I annotated sentences using ner.manual for marking sentiment spans. These spans are not the traditional "NER" stuff. However, I would like to classify them into classes such as positive, neutral, negative, etc.
So far, a sentence might look like this: Mr. Müller was very friendly and also, he successfully did the surgery.
Here, very friendly and successfully did the surgery are the marked spans of two different out of many possible classes.
As I have sentences with several annotated spans (or no spans), I would like to classify every span individually as positive, negative, etc. How can I do that? I tried to multiply those sentences from the db-out jsonl and by letting appear every span just once, but the duplication protection mechanism is hindereing me (though this is generally a very useful feature). Do you have any ideas?

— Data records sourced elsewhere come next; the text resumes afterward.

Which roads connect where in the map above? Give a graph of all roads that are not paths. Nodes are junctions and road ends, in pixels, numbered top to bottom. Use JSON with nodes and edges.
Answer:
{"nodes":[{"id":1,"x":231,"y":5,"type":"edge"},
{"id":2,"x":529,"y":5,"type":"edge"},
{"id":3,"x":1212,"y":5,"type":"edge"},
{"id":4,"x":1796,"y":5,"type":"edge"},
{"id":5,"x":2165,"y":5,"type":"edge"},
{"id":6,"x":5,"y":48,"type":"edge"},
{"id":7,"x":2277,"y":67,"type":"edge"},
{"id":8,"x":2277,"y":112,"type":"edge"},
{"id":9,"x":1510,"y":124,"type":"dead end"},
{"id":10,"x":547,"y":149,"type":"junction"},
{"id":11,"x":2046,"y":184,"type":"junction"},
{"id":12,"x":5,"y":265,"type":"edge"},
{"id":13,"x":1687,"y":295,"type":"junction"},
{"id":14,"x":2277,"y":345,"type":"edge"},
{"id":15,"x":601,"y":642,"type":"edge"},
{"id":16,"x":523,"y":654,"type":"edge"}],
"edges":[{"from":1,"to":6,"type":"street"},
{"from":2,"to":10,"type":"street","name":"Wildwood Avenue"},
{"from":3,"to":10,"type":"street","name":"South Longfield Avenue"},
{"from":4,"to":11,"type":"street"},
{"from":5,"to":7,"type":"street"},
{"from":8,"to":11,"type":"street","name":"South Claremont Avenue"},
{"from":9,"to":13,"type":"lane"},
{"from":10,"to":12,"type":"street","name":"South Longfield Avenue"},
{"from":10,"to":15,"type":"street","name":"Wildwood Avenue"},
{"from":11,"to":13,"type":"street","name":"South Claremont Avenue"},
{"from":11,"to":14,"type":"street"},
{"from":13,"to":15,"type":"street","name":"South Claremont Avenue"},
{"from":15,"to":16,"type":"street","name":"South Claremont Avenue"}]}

What is more: Will the ner.print function be as pretty as it was before again? (That is, colourful.)
Hi, I hope I understand your use case correctly – but you should be able to implement a custom stream that takes your already annotated examples, creates a new example for each span and then sends it out with options, so you can annotate each span in the choice interface and assign it an additional category.
from prodigy.components.db import connect
from prodigy import set_hashes
import copy
options = [{"id": "POSITIVE", "text": "positive"}] # etc.
def get_stream():
db = connect()
examples = db.get_dataset("name_of_your_ner_dataset")
for eg in examples:
for span in eg.get("spans", []):
# Create a new example for each span
new_eg = copy.deepcopy(eg)
new_eg["spans"] = [span]
new_eg["options"] = options
# Rehash to prevent duplicate hashes
new_eg = set_hashes(new_eg, overwrite=True)
yield new_eg
Calling set_hashes with overwrite=True reassigns the input hashes and task hashes to make sure you don't end up with duplicates when you create the new examples.
My idea is to split the example sentence into two to-be-annotated-sentences:
example: Mr. Müller was very friendly and also, he successfully did the surgery.
which will be annotated as: Mr. Müller was very friendly and also, he successfully did the surgery. Mr. Müller was very friendly and also, he successfully did the surgery.
I do not really want to annotate a sentence two times, but I do not see another way for marking each span as either positive or negative. Do you have one?
This is the main goal: Annotate a bunch of already annotated sentences again, but this time I want to classify pre-annotated spans as positive, negative or neutral. I need to see the full sentence either way, because without the context, the annotations ofentimes do not make sense. I hope it is understandable now. And many thanks for your reply!
I think annotating each sentence with focus on one entity at a time makes the most sense here. Yeah, you'll be seeing the same text multiple times, but you're always focusing in a different span within the sentence, with potentially very different sentiments.
An alternative solution could be to add "options", make them multiple choice and create one per span + sentiment combination. So you'd have "very friendly": positive, "very friendly": neutral, ..., "successfully did the surgery": positive, and so on. And you could maybe use the "style" property on the choice options to assign different colors. But this still seems messier and means there's a lot more going on per task (and more potential for making mistakes).